Franco Fichtner recently received commit rights for DragonFly. This is so he could import mdocml, a OpenBSD-originating replacement for groff and man page display. Mdocml has been mentioned before on the Digest, and there’s a downloadable book. (See the more-interesting-than-it-sounds History of UNIX Manpages there too, but I digress.)
One advantage of using mdocml, as I understand it, is that groff is no longer required to view man pages. The only thing left in DragonFly that required a C++ compiler was groff. So, rebuilding could be a bit faster, and a bit less complicated.
Here’s the part that makes me happy: Changes made in DragonFly promptly made it back into NetBSD’s mdocml. Other changes rolled from DragonFly back into OpenBSD, too, and mdocml is in FreeBSD 10, though I don’t have a src change to point at right now. It all circled back around to DragonFly, too.
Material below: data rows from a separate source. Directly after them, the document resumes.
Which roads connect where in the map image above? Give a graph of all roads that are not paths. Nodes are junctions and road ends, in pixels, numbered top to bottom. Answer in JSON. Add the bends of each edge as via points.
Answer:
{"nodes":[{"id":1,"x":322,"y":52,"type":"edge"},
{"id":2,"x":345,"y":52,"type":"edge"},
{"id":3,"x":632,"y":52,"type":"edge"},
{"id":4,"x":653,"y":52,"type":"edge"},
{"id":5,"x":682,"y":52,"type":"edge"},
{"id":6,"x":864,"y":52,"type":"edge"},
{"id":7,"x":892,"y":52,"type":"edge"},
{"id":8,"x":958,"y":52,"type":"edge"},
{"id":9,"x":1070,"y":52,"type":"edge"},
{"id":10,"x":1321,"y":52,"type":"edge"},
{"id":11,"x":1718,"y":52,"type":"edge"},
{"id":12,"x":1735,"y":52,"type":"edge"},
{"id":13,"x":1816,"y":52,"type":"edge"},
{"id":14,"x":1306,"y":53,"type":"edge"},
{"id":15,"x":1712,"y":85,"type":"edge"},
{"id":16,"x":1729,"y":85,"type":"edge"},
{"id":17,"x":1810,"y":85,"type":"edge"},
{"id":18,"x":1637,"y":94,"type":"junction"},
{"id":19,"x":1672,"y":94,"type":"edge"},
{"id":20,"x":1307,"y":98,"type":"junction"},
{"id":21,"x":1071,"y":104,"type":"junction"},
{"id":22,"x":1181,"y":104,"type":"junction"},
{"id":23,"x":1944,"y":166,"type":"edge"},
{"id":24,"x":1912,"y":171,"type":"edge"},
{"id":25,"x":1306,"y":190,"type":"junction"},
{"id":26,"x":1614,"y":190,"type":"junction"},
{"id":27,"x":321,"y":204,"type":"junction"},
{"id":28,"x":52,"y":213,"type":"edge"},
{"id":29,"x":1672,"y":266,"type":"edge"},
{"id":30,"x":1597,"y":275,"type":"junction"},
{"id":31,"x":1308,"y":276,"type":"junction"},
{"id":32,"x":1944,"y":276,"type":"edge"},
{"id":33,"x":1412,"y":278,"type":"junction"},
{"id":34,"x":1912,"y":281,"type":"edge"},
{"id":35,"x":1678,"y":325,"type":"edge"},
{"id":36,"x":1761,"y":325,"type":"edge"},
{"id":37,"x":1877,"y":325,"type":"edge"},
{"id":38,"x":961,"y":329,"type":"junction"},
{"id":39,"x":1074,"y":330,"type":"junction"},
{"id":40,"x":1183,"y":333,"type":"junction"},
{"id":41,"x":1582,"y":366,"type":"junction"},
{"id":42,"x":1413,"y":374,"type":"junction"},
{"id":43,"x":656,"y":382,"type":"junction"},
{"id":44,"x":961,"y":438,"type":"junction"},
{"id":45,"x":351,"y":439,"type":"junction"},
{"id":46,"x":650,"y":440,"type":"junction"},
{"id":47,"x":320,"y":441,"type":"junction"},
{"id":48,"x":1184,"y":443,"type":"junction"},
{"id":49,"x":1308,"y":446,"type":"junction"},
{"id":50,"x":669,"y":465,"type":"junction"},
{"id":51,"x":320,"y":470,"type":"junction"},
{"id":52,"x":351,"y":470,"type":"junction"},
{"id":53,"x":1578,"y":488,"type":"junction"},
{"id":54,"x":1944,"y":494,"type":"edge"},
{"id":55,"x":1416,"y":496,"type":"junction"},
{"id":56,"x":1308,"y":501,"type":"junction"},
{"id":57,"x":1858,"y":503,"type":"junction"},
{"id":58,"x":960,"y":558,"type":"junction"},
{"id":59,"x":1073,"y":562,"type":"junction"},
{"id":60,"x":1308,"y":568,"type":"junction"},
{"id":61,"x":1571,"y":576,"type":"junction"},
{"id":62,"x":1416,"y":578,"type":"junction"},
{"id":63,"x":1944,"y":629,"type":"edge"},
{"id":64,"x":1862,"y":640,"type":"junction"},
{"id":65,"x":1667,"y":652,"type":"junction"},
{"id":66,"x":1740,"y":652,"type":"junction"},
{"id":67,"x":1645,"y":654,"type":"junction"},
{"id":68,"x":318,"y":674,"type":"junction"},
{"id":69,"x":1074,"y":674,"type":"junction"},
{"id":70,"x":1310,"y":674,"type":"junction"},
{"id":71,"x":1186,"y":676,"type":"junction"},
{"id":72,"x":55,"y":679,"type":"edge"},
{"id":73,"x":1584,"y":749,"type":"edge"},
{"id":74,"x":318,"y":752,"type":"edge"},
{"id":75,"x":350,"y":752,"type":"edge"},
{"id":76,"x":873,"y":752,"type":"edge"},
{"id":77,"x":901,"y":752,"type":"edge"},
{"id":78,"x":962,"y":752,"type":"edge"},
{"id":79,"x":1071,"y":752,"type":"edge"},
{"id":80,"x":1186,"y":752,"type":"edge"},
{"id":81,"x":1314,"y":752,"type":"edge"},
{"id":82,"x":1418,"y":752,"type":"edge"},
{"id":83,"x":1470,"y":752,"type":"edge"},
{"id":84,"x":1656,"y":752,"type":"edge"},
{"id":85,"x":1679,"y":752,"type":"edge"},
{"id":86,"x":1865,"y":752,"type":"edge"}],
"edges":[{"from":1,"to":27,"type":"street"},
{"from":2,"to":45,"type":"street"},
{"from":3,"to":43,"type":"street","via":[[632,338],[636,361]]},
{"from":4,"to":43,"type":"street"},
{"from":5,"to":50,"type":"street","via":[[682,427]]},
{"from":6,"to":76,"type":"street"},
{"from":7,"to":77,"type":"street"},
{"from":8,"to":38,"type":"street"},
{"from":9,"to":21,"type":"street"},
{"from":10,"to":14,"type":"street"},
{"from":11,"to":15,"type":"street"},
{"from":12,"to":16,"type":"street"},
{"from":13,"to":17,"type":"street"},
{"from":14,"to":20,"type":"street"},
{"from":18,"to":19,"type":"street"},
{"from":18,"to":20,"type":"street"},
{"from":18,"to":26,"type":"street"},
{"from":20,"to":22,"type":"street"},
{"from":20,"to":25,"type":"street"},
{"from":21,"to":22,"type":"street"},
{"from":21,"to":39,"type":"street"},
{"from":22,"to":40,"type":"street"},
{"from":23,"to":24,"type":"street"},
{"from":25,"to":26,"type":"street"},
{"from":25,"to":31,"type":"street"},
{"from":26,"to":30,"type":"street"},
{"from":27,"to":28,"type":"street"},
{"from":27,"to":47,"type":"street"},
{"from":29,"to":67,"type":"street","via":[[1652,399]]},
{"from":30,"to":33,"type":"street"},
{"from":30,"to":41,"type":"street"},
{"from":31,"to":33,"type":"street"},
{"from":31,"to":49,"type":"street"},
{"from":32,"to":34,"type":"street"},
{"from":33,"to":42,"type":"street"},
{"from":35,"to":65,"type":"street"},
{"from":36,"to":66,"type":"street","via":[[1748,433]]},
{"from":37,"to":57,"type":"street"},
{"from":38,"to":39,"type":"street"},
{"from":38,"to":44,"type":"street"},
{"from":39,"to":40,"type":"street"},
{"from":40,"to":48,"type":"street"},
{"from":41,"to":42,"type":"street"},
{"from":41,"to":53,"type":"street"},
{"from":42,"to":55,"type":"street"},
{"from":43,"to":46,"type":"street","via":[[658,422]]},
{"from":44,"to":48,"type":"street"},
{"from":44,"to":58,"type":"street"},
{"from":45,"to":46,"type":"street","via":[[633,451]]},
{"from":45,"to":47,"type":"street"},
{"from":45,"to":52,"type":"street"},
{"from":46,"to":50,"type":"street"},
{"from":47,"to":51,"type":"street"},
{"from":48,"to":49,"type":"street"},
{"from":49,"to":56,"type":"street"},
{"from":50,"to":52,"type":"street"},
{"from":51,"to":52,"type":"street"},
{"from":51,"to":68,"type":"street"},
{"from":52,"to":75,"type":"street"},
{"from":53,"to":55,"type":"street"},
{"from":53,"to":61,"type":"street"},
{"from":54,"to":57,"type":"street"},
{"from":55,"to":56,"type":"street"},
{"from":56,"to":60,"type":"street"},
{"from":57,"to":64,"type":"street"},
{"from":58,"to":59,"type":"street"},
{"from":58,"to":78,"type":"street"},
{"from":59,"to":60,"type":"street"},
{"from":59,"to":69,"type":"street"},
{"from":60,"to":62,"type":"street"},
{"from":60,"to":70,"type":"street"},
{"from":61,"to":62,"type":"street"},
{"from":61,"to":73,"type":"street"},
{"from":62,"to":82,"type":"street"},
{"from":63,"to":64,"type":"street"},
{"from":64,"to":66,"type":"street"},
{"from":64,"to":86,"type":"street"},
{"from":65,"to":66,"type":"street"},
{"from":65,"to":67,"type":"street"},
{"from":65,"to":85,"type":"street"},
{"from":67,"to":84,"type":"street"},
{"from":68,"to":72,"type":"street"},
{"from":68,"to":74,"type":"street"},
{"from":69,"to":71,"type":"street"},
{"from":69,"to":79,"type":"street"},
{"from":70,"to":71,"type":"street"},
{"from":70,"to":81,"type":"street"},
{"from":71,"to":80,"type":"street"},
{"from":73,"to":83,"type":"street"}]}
It’s really neat to have a BSD-grown cross-BSD product.
(Incidentally, if you have a Thinkpad and keyboard issues, Franco has a patch for you to try.)
the gold linker is written in c++, but you could argue that it’s optional (e.g. a C_ONLY switch could be created that would skip build of gold and a hypothetical c++ based compiler). However, unless our base compilers are downscaled to build C and only C, I don’t see the advantage.
I remember people saying that c++ building was slow, therefore removing things like groff == speedup. I know, I know, hearsay rather than documented work.
Even if I’m wrong, mdocml makes a good replacement. i.e. there’s more reasons to do this than “mdocml’s not groff”.
“The only thing left in DragonFly that required a C++ compiler was groff.”
All well and good I guess, but since version 4.8 “GCC now uses C++ as its implementation language. This means that to build GCC from sources, you will need a C++ compiler that understands C++ 2003.”
http://gcc.gnu.org/gcc-4.8/changes.html
So once GCC gets upgraded in DragonFly from its current version 4.7, you’ve got a big chunk of C++ code that needs to be built. Same issue if/when DF switches to Clang/LLVM.
Well, compilers make nihilists of us all.
The changes that made it back to NetBSD are for man(1) (the one with man.conf(5)), which was also imported into DF to replace the old GNU man(1) soon. There are a few more fixes planned and NetBSD folks will be kind enough to pick those up as well. :)
Indeed, it’s really cool so see so much cooperation between the BSD. And Ingo is doing a great job holding it all together through mdocml!